When Randall discovered next day that Jean Feroux had gone to Groundhog alone he declared it time to close the books on the betting. "He's met her already," he asserted. But when O'Hara and Steve MacDonald went down to the town they could find no trace of Jean. Neither did they see The Dream, although they met Mrs. Lantry walking with two camp doctors. Bella Martin proved singularly uncommunicative and they left her with threats of vengeance, going to Molly Law's. Molly was human enough to resent their intense interest in another girl and even when they had excited her with the idea of the dance they acquired from her no information about Rosalie Burt. But when they came to the track on their way back to the Residency they found Jean lifting his speeder to the rails.

"Been here all evening?" Steve asked him.

"I've been canoeing," said Jean, pride struggling with reticence.

"I saw Mabel Klondike in some sort of a sailor costume," remarked O'Hara with a silkiness that should have put the boy on guard.

"I wasn't with her," Jean protested hotly. "You know I never asked her anywhere. To-night" he paused to give them the full effect of his surprising declaration-"I was with Miss Burt."

"How did you meet her?" gasped Steve. "Mrs. Montresor's sister took me to call," Jean said.

O'Hara sank down limply on his handcar and laughed till the tears rolled down his cheeks. "You're wasthed on the engineering, me boy," he said when he could speak. "Tis in the diplomathic sarvice ye should be. Mrs. Montresor's sister!" Steve MacDonald's great laugh joined the Irishman's chuckles and their gigantic mirth followed the boy as he sent the speeder out with quick stroke.

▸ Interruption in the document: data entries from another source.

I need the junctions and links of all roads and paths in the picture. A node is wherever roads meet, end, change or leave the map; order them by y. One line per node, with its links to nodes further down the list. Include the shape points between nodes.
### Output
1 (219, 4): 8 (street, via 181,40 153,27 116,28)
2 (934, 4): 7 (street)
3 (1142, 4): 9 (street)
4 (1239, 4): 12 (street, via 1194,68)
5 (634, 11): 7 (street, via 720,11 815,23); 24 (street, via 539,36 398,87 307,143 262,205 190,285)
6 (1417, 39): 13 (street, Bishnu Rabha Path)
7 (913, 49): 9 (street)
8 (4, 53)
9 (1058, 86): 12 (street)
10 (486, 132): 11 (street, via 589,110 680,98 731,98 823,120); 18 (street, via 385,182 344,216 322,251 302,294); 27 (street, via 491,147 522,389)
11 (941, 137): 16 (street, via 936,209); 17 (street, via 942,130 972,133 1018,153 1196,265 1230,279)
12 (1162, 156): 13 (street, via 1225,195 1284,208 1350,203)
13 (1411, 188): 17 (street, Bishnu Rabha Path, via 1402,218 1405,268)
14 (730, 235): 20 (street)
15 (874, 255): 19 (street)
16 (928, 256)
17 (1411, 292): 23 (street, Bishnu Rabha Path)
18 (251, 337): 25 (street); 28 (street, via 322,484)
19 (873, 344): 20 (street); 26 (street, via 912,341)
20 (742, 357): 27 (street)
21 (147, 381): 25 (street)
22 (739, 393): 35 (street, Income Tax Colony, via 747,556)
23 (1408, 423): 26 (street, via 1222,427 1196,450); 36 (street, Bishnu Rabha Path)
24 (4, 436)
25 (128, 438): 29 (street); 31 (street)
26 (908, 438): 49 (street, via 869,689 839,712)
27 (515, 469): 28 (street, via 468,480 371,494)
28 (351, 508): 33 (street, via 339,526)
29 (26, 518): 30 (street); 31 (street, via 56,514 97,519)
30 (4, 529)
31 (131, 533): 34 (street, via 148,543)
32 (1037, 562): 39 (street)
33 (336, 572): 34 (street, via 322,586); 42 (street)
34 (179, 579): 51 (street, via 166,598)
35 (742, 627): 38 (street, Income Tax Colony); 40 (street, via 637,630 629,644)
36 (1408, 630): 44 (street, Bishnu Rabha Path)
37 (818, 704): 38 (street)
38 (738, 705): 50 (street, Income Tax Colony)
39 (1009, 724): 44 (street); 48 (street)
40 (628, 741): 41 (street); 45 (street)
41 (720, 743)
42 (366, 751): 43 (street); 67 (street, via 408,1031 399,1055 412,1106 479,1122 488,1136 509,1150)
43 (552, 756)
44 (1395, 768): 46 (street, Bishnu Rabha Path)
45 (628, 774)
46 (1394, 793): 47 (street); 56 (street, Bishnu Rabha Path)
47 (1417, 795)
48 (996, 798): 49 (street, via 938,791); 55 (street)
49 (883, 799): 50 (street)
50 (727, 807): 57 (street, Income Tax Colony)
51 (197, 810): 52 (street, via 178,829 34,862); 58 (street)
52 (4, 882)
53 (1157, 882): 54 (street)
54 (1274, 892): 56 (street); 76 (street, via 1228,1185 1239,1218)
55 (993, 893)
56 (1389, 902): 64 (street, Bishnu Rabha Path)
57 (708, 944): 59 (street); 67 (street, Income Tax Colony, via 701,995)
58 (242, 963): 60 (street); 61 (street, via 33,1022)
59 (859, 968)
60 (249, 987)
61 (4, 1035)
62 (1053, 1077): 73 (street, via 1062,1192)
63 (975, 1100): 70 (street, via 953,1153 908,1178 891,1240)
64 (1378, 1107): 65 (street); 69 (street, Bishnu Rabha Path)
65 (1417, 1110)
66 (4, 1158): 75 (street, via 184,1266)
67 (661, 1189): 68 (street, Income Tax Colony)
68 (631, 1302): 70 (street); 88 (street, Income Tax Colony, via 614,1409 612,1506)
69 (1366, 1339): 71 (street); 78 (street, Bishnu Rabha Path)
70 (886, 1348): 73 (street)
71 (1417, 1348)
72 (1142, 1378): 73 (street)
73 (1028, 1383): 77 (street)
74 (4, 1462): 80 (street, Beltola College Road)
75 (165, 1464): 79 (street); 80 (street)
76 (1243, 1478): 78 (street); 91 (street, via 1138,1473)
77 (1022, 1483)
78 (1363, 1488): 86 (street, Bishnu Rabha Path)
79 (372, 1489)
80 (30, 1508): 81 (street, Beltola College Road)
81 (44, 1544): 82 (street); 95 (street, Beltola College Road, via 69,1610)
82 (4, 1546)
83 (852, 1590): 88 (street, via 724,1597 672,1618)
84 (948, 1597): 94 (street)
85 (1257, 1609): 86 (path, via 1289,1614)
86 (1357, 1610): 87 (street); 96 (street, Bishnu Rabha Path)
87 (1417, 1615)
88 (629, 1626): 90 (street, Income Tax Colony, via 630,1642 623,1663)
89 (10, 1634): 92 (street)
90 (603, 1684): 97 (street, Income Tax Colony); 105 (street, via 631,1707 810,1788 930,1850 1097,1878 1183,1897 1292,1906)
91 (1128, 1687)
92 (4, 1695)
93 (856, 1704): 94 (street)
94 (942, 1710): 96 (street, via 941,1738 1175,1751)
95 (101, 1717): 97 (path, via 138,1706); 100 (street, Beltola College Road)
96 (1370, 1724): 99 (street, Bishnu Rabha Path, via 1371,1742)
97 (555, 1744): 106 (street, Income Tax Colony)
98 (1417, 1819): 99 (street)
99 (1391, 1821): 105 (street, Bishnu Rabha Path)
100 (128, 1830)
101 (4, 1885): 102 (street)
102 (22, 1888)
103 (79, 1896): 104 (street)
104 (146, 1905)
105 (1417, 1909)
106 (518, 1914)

But little Jean Feroux, speeding beyond sound of their jeering calls, had no thought of laughter. As swiftly as summer comes to the North Country love had come to the lonely life of the boy. Yesterday had been to him as twice ten-score other yesterdays, gray with dismal routine of employment that meant nothing and led nowhere; but

to-day was a day of glorious glow, for to the dark and dreary Bush had come a girl whose golden gleaming eyes and golden April laughter had banished the winter from the mood of Jean Feroux, unfolding like springtime sunshine all the hard-folded beauties he had cherished beneath the snowcrust of his youth. Last night she had come to Groundhog. To-night she had been at the prow of his canoe as he sent the birchbark upriver with sure paddle. She had asked him many questions of the land and of the life; and divining her interest he made the pictures he painted for her vivid with the old thrill that had been dead till the girl, stirred by the awe of the night of the north and swept by the throb of the boyish epic of labor in those wilds, had leaned toward him with eyes shining more brightly than the moonlight in the wake of their canoe.

"Oh, you're splendid," she cried, "you men who blaze the ways of the worldsplendid!"

Then all the old ambition, the old courage, and the old hope, intensified a hundredfold, came back to Jean Feroux. Now as he whirled the speeder down the wide path through the gloomy forest he made to himself a vow of service for the sake of the girl who was to be the one woman in his life. "I'll work," he told himself, and the pines, and the stars. "I'll work and I'll win-for her!"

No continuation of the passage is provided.